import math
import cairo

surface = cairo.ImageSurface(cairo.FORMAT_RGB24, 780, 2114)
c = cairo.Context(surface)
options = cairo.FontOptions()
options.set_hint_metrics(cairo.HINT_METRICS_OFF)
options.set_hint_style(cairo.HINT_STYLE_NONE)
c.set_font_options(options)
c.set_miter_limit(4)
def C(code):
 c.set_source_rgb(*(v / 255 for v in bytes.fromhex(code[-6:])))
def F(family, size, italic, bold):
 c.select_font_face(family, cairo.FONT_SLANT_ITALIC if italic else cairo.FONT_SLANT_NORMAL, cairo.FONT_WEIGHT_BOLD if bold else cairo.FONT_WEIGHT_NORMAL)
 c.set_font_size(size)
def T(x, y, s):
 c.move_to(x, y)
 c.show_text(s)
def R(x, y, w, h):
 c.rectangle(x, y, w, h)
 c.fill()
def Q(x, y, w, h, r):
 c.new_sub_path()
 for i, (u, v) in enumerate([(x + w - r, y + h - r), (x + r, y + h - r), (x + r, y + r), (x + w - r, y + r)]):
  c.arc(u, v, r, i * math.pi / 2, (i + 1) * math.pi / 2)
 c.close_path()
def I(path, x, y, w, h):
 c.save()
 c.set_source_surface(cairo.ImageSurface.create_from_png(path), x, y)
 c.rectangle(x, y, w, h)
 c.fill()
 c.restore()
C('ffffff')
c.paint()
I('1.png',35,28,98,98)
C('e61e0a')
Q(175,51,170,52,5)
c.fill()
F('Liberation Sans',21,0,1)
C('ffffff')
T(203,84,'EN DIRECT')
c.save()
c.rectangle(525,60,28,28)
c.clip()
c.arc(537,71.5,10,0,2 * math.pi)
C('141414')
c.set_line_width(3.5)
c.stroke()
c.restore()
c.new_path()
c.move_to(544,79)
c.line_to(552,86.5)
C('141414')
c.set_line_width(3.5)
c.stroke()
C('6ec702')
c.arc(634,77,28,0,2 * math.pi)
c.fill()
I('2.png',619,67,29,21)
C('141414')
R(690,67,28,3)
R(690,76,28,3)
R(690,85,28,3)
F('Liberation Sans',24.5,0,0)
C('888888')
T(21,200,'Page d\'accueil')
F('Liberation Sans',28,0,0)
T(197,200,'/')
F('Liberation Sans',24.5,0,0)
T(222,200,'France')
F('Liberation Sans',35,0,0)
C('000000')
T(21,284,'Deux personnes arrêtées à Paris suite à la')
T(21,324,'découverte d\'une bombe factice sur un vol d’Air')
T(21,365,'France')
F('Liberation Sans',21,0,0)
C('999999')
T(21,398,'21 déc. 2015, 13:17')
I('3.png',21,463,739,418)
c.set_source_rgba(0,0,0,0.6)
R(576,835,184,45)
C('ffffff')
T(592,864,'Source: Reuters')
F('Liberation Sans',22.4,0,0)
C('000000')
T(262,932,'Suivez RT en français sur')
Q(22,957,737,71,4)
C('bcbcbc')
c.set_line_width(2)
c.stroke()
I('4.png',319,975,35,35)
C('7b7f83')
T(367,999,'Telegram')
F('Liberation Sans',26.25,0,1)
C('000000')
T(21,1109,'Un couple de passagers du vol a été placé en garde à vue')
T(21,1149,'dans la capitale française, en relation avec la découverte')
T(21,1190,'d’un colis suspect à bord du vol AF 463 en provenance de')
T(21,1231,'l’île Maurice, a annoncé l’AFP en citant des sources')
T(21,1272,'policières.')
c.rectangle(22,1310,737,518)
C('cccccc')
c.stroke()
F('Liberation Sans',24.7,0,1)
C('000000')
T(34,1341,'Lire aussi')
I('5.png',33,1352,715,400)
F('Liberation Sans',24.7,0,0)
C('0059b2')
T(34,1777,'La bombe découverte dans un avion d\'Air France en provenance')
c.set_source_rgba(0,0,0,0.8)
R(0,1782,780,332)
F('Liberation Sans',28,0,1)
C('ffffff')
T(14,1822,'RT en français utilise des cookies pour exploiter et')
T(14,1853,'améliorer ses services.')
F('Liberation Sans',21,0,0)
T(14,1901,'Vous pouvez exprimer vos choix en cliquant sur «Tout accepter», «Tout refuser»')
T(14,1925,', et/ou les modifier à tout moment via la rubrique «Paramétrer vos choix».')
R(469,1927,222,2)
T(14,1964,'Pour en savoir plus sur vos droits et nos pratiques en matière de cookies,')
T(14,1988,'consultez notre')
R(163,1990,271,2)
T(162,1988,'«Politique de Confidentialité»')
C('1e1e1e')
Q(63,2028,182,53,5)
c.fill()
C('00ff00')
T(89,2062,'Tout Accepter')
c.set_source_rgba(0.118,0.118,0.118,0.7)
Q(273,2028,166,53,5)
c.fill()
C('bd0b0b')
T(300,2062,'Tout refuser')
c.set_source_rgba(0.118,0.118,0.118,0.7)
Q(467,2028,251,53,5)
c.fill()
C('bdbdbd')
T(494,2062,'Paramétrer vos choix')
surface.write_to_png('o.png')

> _Brief_
The response should consist of the number of lines in the data that hold the word "family", with nothing added.

> _Response to the exercise_
2